Brake presents us with the types of choices one would expect: solid, and cohesive. So what could we possibly change? I would propose a shift in 3 choices.

-1 Block Golem
-2 Card Trooper

All right then, why? The problem with Block Golem is simple: You need a graveyard. Without an active mill engine, that’s very hard to make happen. “But he was playing Card Troopers!” you may be saying. “You took those out and then complain of no mill engine?!” The answer for that is also very simple: It’s inconsistent. Aside from hoping to dump Koa’ki’s for Block Golem to revive, you risk dumping a multitude of control and power spells and traps, and that’s if you don’t mill the Block Golems themselves. That’s not the types of risk I like to take. I would prefer to have Block Golem mid to late game when its live on its own, than attempt to force it live and potentially loose more power than it may gain. In short, if you’re playing full size trap lineups, or playing anything other than Lightsworn, don’t attempt to utilize mills.

Jumping ahead a bit, the list does play 2 Call of the Haunted, which can turn into +1’s with Card Troopers in grave, but again I feel the list is going out of its way to make better use of subpar choices as such.

What would I replace them with? There are few choices that could be made here. A 3rd Maxx “C”, a 3rd Fossil Dyna Pachycephalo, and a Grandsoil The Elemental Lord? Nope. How about Gaia Plate the Earth Giant? Very possible, but another swing and a miss.

+2 Legendary Jujitsu Master

Juju is an amazing card in this deck for a few reasons. 1st off is the ability to bounce back whatever happens to run into it. When you’re staring down any number of the boss monsters that may be on the field against you [assuming that monster doesn’t have an effect to remove your face down, or has used that effect for a different target already], you’ve bought yourself time to regain control of the field with a Block Golem or additional sets. If Juju survives the battle, even better.

The 2nd, and possibly more important reason to play Juju, is that it allows a different set option. When an opponent knows you play Dyna, they are scared to extend and swing into a face down without an out.
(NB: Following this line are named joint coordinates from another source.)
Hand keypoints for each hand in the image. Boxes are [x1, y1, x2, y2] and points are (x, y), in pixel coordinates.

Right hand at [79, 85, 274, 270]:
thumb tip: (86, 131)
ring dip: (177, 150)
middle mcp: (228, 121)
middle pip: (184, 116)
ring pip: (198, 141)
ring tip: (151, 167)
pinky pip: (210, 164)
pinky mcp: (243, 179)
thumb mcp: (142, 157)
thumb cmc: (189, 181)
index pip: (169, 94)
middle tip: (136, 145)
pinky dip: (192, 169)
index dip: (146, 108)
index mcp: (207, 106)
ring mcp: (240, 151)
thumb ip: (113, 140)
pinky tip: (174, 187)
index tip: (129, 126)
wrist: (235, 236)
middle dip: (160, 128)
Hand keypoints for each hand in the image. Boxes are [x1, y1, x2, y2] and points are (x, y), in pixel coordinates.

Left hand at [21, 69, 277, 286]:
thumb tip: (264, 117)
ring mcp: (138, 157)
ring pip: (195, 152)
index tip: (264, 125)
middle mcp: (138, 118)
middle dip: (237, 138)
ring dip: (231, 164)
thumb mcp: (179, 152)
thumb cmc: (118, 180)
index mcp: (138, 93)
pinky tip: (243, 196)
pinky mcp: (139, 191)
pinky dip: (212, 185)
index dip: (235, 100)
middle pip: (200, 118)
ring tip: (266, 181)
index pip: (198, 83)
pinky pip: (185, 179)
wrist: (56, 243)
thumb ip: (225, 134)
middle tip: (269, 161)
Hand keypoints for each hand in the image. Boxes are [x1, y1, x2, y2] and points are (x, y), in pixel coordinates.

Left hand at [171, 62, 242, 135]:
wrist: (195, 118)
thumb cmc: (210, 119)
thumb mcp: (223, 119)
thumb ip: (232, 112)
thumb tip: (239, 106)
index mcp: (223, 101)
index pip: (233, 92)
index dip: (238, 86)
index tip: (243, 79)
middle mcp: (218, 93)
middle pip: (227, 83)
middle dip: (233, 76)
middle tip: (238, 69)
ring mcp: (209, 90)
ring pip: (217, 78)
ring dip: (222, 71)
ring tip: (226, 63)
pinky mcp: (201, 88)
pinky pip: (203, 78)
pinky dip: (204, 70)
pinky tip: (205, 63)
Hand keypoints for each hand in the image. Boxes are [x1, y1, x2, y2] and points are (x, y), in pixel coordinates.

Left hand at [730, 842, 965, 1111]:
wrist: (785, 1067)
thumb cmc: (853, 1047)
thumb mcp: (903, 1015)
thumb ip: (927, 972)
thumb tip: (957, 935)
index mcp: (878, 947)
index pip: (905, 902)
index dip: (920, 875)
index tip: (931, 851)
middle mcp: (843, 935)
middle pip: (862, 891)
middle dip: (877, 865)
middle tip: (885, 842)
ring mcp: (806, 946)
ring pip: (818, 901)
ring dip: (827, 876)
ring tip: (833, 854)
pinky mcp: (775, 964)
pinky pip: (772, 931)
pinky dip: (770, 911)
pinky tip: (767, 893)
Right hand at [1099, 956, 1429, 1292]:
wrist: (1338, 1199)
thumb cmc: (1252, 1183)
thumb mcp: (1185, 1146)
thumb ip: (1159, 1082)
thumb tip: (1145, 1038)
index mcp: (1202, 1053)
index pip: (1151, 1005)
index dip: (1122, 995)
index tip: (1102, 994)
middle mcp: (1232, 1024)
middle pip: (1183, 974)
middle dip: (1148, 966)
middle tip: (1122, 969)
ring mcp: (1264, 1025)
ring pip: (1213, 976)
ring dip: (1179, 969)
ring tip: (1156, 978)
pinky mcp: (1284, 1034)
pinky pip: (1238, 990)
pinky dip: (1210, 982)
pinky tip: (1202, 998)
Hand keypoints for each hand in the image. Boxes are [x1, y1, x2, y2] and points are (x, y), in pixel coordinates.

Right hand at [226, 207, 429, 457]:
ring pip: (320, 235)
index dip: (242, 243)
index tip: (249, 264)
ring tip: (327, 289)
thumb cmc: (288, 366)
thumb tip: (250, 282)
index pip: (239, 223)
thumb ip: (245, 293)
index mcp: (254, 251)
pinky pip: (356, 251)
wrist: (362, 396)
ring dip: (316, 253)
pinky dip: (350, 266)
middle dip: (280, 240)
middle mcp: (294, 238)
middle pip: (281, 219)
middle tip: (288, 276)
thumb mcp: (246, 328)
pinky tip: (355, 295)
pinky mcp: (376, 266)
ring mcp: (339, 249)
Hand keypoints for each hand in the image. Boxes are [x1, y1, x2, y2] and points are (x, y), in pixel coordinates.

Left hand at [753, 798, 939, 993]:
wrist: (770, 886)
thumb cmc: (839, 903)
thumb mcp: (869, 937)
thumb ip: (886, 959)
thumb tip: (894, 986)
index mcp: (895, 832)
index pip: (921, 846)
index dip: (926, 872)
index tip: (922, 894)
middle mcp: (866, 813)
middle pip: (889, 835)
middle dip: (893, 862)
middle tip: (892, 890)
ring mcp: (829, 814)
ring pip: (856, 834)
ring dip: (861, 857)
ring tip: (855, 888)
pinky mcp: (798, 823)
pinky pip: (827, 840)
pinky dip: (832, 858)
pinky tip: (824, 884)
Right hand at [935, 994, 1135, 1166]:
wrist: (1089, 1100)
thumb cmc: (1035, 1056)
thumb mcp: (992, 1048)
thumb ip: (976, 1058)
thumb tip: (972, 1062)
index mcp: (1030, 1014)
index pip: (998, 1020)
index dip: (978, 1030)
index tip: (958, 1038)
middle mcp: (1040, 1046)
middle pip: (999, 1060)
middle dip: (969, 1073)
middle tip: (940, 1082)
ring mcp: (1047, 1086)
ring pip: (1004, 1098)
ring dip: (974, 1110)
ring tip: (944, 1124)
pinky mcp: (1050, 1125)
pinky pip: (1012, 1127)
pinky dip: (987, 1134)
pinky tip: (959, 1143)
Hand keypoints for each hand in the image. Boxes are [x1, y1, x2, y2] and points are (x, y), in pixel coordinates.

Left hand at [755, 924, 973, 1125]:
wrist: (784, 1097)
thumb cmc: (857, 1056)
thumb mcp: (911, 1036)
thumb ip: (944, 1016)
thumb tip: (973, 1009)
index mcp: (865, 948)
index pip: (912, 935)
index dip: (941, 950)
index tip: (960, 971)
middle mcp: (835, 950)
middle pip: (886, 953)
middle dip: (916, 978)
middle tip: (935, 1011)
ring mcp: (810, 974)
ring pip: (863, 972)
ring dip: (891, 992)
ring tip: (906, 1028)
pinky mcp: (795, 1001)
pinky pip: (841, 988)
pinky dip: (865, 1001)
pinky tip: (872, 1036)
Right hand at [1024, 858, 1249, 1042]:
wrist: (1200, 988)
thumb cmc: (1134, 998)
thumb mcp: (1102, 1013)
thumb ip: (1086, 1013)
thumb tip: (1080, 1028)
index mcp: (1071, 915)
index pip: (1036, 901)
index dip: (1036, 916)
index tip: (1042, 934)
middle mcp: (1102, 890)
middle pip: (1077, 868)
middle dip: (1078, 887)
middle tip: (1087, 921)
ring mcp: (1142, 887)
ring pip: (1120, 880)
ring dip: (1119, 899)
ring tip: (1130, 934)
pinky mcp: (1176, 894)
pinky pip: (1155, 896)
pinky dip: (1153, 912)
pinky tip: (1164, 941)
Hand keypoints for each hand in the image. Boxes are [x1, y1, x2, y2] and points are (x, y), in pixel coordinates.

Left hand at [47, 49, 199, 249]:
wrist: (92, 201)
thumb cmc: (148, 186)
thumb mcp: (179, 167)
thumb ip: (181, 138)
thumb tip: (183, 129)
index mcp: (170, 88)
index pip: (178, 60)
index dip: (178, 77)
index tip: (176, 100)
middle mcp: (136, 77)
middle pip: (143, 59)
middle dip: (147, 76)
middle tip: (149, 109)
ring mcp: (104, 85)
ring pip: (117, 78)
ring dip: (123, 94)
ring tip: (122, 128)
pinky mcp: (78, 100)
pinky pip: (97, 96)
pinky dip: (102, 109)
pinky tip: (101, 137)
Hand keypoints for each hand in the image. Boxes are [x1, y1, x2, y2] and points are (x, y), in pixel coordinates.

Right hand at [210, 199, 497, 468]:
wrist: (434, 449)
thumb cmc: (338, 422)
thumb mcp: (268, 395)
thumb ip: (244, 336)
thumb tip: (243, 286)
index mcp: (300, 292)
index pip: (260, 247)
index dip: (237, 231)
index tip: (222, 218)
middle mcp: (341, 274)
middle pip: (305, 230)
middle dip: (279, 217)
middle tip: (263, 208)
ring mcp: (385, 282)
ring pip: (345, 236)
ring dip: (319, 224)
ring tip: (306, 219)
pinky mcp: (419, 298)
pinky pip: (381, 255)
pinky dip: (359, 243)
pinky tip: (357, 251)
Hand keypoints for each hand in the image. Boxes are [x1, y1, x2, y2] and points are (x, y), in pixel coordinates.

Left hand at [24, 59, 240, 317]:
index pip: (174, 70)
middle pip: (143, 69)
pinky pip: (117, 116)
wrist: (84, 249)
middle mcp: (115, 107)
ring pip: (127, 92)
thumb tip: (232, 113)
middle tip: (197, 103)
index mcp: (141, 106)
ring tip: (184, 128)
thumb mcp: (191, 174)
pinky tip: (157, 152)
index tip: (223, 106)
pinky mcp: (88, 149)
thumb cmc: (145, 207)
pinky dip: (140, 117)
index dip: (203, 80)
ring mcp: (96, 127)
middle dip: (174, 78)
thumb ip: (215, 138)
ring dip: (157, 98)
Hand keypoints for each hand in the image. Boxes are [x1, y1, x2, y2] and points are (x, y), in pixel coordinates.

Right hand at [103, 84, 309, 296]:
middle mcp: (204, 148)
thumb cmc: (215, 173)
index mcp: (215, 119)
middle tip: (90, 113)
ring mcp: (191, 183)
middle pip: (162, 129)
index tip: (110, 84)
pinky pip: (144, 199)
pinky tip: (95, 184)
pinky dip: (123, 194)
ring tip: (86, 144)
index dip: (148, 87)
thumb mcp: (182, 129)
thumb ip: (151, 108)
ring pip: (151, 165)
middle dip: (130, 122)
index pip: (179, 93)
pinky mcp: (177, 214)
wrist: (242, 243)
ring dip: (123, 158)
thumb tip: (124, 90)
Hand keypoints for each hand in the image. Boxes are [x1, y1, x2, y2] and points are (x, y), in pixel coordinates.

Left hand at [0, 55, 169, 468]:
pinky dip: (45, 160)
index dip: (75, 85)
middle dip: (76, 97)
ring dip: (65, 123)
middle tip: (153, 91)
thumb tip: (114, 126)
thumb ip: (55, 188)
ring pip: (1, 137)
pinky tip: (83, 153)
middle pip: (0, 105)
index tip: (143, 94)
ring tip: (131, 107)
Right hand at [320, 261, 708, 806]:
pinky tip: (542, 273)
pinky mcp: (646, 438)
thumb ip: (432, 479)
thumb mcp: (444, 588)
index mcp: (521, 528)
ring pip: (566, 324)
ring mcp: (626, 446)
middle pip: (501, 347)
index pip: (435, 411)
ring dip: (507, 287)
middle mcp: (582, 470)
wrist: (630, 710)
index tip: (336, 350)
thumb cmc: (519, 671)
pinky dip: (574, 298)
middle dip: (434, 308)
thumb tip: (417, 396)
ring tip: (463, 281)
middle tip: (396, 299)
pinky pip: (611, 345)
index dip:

Once they know you also play Juju, you put them in a position where they have to gamble, but potentially loose out either way. Once the side deck comes into play, you’re able to force out copies of Nobleman of Crossout by setting one versus the other depending on the situation. Putting your opponent in a position where they don’t know what you have set gives you a type of advantage that far exceeds card advantage.

The Spells

As with the initial monster lineup, we have a very solid choice of spells, although there are key cards missing, as well as unnecessary choices. Here, we have a 2 for 2 swap.

-2 Soul Taker

I wouldn’t expect any less coming from the man who brought the card to the attention of the meta, but the age of Chaos Dragons has passed, and HEROes are not making anywhere near the expected impact with the release of Escuridao. Soul Taker is good in 1’s and 2’s, but as a sideboard choice for matchups you feel that you specifically need the spot removal. As for replacements:

+1 Mind Control
+1 Heavy Storm

Mind Control has always been extremely universal. From simple plays such as opening the field for attacks, to stealing [or wasting] opponents flip effects, or to give yourself Xyz bait, you will almost always make something good out of a Mind Control play. As for Heavy Storm, without Solemn Judgment or Starlight Road, you should never be setting more than 2 backrow at a time. We can’t risk loosing resources to our opponents in large numbers like that. Once the opponent sees that we are playing rock stun, the default mindset is ‘a lot of backrow.’ This can bait our opponent into setting 3-4 without protection and allow us to utilize our Heavy Storm to its fullest extent. If your opponent also conserves resources by only having 2 set at a time, we still have an easy +1 before committing to the field.

The Traps

The first thing to keep in mind when playing a stun oriented deck, especially one reliant on its monster effects, is that those monsters need to be on the field for those effects to be usable. That being said, my only alteration for the trap line up is:

-1 Torrential Tribute

We only need the 1 copy to be there to stop a swarm we otherwise could not control. More than that and we will inevitably find ourselves trigger happy with copies of Torrential that we may regret in the long run. In its place:

+1 Compulsory Evacuation Device

Universal, chainable, overall capable of disrupting any field expansion ploy your opponent may be attempting, and an out to indestructibles such as Gachi Gachi Gantetsu, Wind-Up Zenmaines, and Maestroke the Symphony Djinn. I had initially debated adding 2 copies of Compulsory, or a 3rd Dimensional Prison, but decided to keep the extra monster slot I cut earlier empty to leave the deck at an even 40, the negligible statistics about whether or not a 41st, 42nd, or even 50th makes a difference aside.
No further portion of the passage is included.